• _YOUR ASSIGNMENT_
How many lines of the entries hold the string "paths"? Reply with the number alone.

• _THE DATA_
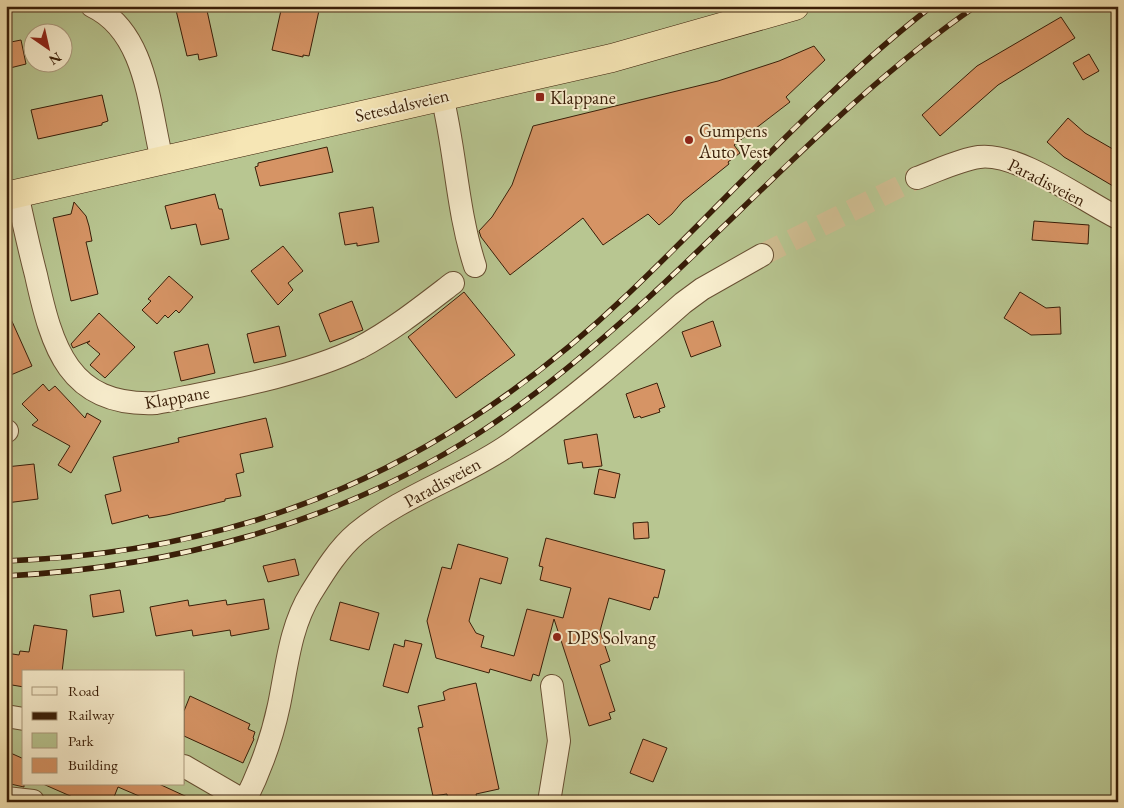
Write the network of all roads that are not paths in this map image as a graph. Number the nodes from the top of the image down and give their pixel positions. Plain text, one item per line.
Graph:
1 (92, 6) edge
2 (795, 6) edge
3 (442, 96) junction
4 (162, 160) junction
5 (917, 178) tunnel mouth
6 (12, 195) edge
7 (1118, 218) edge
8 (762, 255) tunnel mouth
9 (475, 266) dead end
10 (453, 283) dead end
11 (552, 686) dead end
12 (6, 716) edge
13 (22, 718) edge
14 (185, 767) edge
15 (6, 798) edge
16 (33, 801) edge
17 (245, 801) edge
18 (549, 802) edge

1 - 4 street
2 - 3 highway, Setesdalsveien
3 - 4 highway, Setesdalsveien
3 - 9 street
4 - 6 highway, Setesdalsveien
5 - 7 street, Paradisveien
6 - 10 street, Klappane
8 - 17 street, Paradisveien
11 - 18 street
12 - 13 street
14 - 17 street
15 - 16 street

--

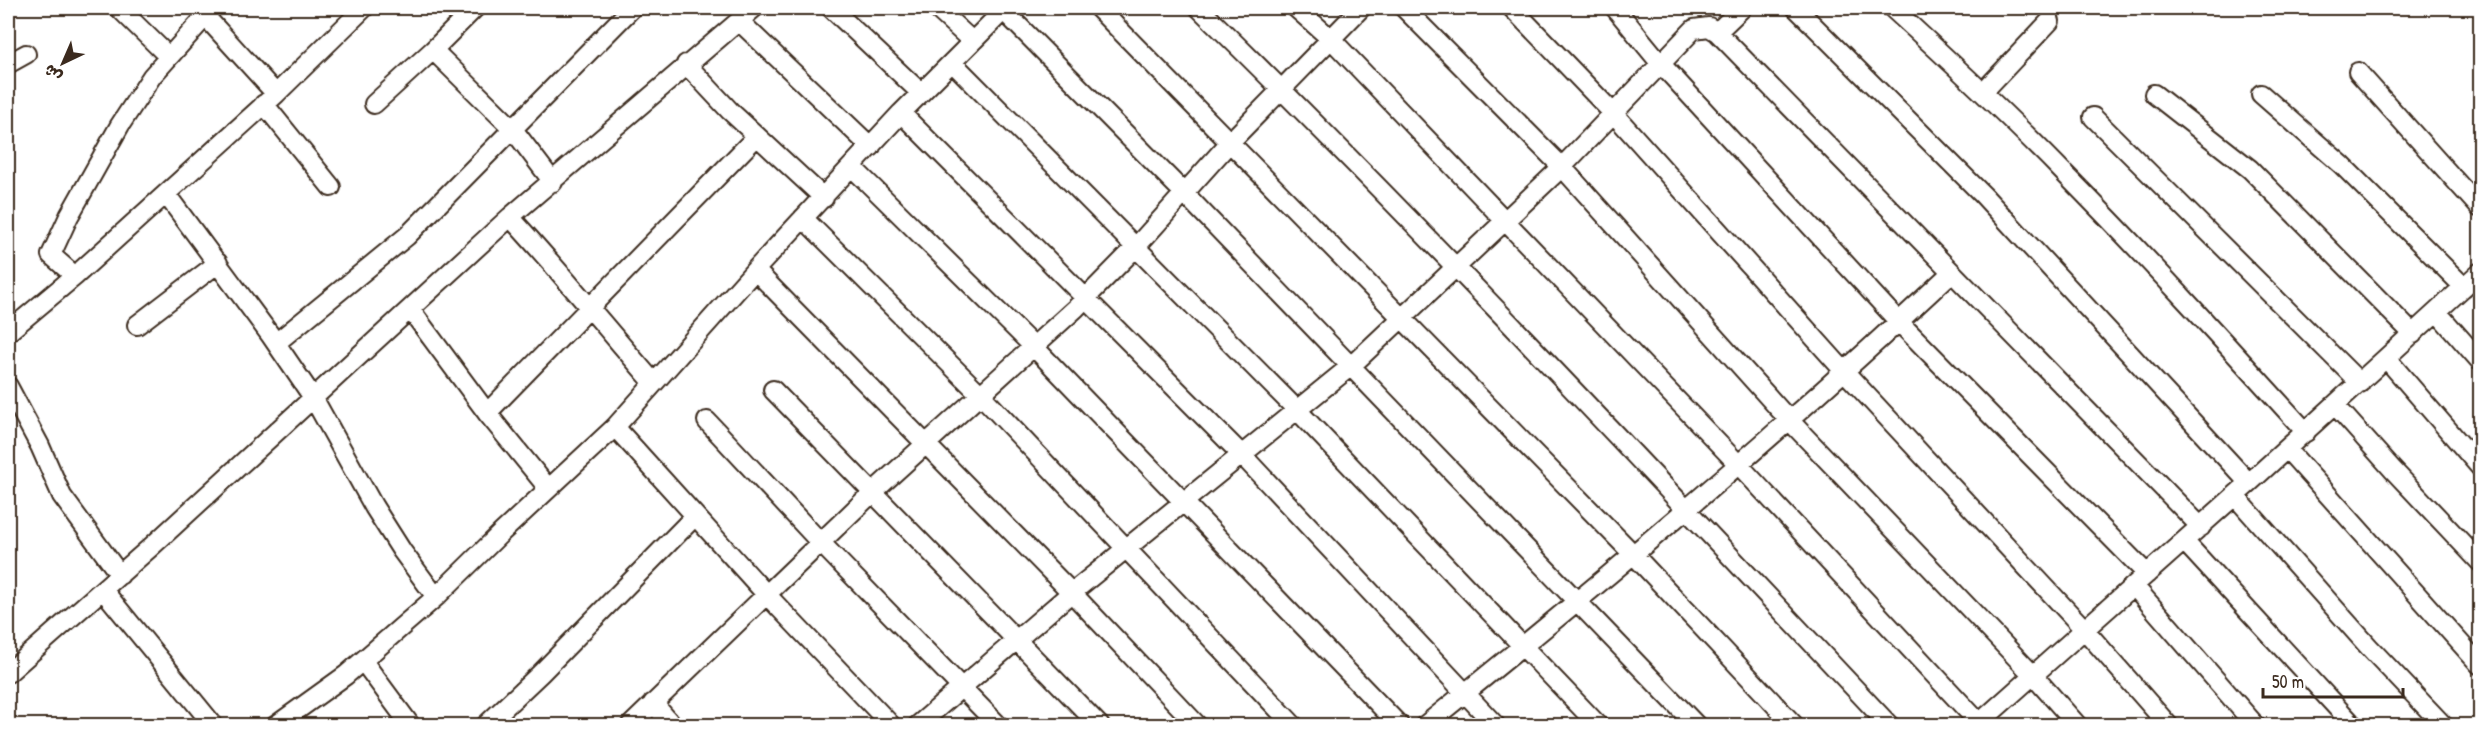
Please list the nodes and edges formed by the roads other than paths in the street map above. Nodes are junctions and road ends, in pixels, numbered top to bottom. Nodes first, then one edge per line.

• _WRITTEN SOLUTION_
2